■ Task directions
For the word "红豆树街", give the number of lines in these entries that contain it, with nothing else.

■ Entries provided
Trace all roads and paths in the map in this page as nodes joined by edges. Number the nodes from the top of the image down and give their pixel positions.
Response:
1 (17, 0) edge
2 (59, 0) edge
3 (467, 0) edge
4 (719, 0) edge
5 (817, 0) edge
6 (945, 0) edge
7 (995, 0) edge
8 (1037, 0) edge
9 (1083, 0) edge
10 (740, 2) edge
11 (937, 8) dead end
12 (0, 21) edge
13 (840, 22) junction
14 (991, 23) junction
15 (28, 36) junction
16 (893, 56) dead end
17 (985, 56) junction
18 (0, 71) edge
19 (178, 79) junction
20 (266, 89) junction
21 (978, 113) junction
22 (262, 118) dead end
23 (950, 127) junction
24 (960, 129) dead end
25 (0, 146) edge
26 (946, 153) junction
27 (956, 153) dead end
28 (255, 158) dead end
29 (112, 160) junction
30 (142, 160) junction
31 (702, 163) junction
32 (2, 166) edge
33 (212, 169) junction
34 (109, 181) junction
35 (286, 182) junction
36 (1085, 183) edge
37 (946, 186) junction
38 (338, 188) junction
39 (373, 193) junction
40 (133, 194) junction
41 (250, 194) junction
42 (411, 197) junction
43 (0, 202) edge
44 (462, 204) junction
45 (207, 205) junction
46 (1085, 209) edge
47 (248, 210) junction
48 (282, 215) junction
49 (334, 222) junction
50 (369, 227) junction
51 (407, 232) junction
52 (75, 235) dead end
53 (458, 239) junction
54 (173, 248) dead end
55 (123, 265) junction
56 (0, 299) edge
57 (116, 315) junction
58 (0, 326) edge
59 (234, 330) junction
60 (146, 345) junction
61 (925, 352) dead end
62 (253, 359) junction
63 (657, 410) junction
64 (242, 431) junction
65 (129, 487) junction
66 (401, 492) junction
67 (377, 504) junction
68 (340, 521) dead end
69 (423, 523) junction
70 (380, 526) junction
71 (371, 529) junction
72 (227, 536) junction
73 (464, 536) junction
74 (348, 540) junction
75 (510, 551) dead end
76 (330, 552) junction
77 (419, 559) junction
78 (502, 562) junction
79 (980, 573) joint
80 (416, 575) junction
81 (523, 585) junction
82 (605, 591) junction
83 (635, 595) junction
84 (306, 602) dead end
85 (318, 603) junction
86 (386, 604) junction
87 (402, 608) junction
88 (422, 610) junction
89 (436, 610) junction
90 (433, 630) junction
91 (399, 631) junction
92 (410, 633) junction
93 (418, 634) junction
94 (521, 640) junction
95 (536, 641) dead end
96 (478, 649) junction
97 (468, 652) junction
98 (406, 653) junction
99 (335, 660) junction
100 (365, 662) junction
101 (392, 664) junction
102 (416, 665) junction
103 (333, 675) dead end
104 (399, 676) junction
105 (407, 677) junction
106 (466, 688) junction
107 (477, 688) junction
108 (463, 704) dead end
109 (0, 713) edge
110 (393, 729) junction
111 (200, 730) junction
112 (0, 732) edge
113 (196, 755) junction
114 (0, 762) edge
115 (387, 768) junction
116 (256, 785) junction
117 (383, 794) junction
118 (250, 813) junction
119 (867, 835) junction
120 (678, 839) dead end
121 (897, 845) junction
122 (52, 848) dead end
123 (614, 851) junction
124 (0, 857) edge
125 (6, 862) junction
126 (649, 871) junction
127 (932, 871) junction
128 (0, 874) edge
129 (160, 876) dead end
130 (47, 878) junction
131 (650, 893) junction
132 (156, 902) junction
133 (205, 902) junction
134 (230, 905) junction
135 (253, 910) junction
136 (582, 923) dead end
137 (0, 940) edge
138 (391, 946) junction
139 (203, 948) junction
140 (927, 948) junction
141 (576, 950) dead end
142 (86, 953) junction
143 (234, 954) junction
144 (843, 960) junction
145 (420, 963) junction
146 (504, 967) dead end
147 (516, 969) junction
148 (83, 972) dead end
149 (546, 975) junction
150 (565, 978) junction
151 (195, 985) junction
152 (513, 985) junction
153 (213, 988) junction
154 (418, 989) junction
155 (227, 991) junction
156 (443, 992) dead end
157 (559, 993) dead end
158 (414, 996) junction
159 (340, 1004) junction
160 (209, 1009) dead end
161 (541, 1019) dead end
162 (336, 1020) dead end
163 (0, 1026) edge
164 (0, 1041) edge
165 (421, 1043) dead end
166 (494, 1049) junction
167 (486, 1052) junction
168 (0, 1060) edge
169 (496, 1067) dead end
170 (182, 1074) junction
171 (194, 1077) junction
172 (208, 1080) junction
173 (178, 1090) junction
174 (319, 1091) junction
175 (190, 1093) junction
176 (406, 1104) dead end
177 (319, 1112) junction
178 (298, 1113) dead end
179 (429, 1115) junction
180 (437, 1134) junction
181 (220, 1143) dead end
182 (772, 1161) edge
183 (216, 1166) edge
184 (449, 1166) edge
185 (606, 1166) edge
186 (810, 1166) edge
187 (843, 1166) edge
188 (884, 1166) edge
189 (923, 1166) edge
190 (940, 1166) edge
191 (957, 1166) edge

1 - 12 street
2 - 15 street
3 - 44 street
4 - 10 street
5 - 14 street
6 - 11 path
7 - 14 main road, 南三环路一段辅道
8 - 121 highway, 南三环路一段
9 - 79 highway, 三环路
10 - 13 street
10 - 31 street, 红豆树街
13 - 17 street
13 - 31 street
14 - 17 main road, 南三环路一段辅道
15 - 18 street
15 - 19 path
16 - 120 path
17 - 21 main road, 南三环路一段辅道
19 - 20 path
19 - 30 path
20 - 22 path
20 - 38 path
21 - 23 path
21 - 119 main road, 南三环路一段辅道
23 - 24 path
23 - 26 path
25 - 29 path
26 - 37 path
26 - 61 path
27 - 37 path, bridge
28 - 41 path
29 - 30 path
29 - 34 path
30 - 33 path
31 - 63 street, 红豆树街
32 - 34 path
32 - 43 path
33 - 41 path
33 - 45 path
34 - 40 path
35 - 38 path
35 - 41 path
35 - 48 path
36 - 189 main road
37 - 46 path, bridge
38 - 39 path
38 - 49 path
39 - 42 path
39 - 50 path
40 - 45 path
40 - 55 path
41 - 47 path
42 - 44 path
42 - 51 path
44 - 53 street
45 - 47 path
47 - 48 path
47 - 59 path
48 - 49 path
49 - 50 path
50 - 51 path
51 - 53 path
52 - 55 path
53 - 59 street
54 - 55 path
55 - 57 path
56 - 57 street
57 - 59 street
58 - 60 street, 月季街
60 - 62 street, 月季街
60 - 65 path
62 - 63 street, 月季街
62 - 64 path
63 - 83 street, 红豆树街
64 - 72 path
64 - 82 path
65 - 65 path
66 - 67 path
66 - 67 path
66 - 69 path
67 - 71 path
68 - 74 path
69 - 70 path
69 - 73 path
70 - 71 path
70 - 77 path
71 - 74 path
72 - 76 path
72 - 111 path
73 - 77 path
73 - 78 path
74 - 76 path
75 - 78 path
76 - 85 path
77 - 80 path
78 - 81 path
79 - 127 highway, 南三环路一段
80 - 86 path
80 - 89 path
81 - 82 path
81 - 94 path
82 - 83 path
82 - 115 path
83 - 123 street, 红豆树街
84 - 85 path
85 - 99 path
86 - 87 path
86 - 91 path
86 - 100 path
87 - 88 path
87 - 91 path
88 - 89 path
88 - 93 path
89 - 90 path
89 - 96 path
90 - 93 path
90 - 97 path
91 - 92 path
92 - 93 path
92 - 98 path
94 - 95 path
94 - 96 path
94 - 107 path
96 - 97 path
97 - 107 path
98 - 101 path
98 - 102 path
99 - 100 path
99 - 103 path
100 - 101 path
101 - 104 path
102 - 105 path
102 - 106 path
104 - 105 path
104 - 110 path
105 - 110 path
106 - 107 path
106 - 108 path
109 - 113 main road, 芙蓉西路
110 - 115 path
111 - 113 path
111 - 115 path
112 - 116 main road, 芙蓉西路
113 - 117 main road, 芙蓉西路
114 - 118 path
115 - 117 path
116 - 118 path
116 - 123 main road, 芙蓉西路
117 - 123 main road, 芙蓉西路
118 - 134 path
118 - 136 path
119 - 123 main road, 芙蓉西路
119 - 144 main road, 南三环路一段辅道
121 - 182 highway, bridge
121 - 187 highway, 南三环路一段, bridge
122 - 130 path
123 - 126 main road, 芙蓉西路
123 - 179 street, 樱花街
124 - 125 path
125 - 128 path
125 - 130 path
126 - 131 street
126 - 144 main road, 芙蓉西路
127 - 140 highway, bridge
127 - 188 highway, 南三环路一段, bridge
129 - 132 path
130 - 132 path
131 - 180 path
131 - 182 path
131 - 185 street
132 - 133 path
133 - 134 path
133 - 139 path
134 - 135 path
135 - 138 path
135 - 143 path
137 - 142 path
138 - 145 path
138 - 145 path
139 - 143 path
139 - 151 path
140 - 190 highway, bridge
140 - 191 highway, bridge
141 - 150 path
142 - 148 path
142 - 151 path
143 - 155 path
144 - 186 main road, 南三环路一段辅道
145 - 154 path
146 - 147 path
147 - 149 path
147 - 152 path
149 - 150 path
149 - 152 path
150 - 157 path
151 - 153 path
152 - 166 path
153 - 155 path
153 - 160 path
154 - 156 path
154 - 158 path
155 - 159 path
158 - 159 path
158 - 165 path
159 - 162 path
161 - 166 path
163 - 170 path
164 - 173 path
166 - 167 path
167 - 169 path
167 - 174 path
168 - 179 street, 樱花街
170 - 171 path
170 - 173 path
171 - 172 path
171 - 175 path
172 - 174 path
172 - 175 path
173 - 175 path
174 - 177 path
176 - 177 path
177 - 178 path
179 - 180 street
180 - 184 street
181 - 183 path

■ Reply
4